Though Mr Bishop looked like a normal young man, Mary became increasing alarmed by an impregnable thickness. ‘Only a miracle can alter the minds of some people,' she saw. ‘To the end of the chapter will this misery last.' Her brother-in-law guarded his fortress against the damage in his vicinity. His friend John Skeys, a brother of Fanny's suitor, was convinced by Bishop's air of baffled innocence. Mary, who herself was ‘confused' at times by Bishop's version, could not blame Skeys: ‘For I that know and am fixed in my opinion cannot unwaveringly adhere to it.' She had no illusions as to whose version would be believed if Bess could neither get well nor stay with her husband. Socially, as well as legally, right was on his side.
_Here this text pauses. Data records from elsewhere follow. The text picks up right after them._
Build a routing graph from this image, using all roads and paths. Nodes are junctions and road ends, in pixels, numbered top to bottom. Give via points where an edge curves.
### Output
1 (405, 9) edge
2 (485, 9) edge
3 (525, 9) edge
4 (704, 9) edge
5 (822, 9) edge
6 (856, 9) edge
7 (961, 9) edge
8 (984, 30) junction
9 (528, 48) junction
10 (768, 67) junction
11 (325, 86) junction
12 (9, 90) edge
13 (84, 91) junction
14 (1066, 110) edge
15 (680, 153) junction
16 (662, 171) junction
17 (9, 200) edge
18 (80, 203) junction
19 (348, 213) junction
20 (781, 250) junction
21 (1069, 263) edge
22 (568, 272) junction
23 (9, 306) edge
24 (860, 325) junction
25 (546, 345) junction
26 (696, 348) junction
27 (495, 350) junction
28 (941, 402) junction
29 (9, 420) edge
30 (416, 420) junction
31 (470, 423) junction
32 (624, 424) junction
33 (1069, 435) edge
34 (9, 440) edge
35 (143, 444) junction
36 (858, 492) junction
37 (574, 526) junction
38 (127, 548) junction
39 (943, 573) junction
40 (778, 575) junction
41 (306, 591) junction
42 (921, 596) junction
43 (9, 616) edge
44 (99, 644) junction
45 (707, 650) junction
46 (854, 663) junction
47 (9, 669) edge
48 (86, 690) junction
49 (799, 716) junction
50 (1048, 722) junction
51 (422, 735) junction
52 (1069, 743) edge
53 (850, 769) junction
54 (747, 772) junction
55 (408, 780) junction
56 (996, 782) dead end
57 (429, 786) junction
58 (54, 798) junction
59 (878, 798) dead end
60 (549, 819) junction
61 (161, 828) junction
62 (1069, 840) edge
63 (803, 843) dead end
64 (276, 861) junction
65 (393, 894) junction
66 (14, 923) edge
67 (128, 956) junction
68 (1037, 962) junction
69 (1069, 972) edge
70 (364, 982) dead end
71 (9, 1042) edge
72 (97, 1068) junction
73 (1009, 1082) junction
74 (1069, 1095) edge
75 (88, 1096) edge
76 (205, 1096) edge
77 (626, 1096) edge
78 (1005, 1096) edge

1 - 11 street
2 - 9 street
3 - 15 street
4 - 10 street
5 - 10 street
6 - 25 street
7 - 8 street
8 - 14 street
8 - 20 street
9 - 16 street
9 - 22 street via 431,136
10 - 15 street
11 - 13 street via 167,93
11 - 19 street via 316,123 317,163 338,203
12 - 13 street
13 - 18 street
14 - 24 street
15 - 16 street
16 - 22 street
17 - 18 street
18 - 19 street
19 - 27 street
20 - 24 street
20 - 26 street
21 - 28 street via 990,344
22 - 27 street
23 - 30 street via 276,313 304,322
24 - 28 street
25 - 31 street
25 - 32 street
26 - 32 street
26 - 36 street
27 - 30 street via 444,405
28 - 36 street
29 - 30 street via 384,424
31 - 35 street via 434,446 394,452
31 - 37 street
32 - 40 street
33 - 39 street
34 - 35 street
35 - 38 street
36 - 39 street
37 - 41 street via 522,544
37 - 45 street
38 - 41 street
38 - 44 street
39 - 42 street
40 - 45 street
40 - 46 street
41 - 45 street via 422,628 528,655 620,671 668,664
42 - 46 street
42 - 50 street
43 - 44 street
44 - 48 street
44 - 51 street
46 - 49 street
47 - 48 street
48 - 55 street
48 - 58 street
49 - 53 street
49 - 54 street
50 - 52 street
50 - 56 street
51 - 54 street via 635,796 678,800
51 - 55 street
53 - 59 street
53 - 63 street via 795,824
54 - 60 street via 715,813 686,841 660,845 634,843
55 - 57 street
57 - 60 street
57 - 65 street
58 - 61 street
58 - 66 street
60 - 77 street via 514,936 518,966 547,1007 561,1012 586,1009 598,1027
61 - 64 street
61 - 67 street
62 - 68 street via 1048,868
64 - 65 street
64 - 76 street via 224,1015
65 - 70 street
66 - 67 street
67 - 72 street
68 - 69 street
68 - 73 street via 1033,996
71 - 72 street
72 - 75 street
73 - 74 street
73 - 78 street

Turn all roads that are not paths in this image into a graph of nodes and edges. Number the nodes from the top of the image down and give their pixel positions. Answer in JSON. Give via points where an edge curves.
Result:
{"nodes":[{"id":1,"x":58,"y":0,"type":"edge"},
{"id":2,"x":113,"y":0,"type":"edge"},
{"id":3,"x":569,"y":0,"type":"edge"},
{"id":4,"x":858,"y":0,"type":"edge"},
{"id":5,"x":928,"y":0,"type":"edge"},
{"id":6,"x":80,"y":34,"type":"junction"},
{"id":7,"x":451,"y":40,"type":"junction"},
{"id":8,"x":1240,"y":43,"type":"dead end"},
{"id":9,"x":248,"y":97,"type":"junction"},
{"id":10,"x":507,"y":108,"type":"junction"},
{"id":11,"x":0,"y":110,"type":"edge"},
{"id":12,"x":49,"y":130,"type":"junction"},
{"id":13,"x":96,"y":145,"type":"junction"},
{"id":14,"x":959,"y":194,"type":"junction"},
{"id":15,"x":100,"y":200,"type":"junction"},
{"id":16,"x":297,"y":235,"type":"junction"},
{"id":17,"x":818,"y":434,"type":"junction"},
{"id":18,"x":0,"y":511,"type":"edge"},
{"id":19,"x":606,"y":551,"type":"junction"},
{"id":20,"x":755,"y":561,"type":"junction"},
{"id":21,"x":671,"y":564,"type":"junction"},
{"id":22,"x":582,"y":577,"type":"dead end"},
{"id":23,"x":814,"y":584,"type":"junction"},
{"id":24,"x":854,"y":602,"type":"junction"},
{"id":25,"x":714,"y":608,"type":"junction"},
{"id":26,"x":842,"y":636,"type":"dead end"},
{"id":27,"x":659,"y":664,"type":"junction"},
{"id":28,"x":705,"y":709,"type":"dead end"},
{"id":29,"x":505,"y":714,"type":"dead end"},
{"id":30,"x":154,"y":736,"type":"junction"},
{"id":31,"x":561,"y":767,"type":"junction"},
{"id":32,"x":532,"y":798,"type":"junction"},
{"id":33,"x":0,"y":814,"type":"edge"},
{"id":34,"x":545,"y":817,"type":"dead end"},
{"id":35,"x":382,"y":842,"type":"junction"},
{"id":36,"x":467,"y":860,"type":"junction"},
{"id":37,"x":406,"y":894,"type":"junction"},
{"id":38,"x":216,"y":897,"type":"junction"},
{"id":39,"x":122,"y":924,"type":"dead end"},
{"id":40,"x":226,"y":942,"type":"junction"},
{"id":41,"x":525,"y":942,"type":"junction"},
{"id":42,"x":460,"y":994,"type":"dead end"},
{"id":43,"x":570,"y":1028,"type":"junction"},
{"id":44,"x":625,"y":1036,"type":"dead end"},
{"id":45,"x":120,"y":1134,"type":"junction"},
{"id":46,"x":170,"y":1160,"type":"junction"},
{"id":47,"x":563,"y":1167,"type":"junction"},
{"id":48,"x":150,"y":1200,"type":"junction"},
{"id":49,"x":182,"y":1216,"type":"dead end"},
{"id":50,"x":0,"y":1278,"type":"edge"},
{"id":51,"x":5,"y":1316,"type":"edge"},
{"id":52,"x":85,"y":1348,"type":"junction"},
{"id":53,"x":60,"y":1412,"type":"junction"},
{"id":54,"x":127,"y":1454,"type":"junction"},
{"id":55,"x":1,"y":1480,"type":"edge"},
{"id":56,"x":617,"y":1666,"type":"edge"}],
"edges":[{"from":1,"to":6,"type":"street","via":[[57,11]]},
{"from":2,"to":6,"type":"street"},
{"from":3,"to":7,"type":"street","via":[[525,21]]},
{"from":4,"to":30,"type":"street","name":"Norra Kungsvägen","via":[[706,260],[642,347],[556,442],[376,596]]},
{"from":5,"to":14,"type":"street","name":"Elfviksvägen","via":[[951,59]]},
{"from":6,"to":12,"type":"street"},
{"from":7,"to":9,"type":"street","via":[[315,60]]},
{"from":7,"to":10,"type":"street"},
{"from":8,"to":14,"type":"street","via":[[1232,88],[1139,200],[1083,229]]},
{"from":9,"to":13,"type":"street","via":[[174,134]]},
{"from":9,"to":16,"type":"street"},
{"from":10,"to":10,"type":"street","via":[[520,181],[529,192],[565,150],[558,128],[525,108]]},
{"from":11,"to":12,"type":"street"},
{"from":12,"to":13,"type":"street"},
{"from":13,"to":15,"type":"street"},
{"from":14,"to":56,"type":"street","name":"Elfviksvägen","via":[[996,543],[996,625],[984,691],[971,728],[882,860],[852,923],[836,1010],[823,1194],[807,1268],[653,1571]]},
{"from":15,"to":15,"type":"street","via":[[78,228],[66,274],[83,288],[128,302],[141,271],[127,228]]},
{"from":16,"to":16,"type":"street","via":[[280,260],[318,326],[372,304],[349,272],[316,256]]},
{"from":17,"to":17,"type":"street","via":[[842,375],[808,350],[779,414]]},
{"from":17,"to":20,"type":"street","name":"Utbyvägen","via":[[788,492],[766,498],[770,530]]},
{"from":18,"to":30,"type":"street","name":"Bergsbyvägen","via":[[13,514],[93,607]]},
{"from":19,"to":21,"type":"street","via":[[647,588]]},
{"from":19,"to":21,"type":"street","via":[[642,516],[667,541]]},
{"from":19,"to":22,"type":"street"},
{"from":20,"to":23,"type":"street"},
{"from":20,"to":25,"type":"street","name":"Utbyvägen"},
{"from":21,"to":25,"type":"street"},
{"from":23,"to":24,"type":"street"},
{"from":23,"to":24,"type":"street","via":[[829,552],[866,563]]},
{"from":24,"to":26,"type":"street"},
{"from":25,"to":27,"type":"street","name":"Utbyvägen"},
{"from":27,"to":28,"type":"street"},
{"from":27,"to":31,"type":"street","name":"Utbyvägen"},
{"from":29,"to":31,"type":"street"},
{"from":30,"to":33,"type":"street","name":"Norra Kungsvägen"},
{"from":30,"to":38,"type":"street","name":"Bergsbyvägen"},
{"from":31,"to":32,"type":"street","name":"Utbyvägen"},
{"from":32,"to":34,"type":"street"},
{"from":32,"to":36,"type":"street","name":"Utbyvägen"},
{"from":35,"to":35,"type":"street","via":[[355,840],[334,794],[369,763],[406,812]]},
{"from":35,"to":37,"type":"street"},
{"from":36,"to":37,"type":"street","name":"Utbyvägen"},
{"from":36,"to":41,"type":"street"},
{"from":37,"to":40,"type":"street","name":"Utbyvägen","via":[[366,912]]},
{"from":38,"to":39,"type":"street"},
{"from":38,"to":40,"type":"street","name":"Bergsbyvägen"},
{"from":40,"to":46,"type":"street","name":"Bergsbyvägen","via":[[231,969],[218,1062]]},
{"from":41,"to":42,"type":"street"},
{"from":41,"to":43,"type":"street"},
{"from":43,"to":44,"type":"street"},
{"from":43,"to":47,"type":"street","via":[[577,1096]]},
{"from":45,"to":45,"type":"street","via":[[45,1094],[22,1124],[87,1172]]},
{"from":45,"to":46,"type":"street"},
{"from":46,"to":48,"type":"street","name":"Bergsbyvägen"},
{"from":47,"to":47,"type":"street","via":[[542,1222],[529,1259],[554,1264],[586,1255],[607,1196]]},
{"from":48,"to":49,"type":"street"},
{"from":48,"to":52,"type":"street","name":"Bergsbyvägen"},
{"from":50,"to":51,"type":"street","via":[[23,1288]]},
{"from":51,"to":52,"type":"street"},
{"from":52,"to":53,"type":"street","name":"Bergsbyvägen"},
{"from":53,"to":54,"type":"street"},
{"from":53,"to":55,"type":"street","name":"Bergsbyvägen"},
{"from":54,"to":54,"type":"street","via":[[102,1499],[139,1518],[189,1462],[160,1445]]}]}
As the frenzies gave way to more settled disturbance, Mary asked what she should do in urgent letters to Everina (still living in her brother's house and therefore best placed to plead their sister's case). ‘In this case,' Mary wrote, ‘something desperate must be determined on–do you think Edward [Ned] will receive her–do speak to him–or if you imagine I should have more influence on his mind I will contrive to see you…To be with Edward is not desirable but of the two evils she must chuse the least.'

That could have been a respectable solution: Bess could have appeared to be making a family visit, and would have been able to take her baby with her. For whatever reason, Ned failed to come up with an offer of temporary refuge. Any different refuge meant open defiance, and it would compound the defiance to take the baby who legally belonged to her father. Though Mary is usually pictured acting alone, in fact the three sisters faced the problem together. On the one hand, there was Bess deteriorating to the brink of madness, there was her sisters' fear of permanent damage, and daily evidence of her husband's intractability. On the other hand, there was the law of the land that bound wife to husband as property. The law allowed a husband to lock his wife at home for life.
Given the degree of mental illness, Mr Bishop might obtain a doctor's order to shut his wife in a lunatic asylum. The historian of marriage Lawrence Stone sets out this possibility: ‘One of the most terrible fates that could be inflicted on a wife by a husband was to be confined…in a private madhouse…where she might linger for months, or even years. The mere threat of such confinement, which was frequently used by angry husbands in the eighteenth century, was enough to strike terror. In eighteenth-century England, this fear hung over every wife…'

At twenty-four, Mary was under this pressure ‘to snatch Bess from extreme wretchedness'. The time had come to act, not talk. If Bishop got wind of it he would dismiss Mary and forbid her further contact with his wife. If they got away, he was likely to pursue them. The law allowed him to kidnap his wife against her will. Discreetly, Mary questioned a man called Wood, a friend of Bishop, about his responses: he was either a ‘lion, or a spannial' was the answer. News of the lion was disquieting, but did not deter Mary and Everina from planning their sister's escape.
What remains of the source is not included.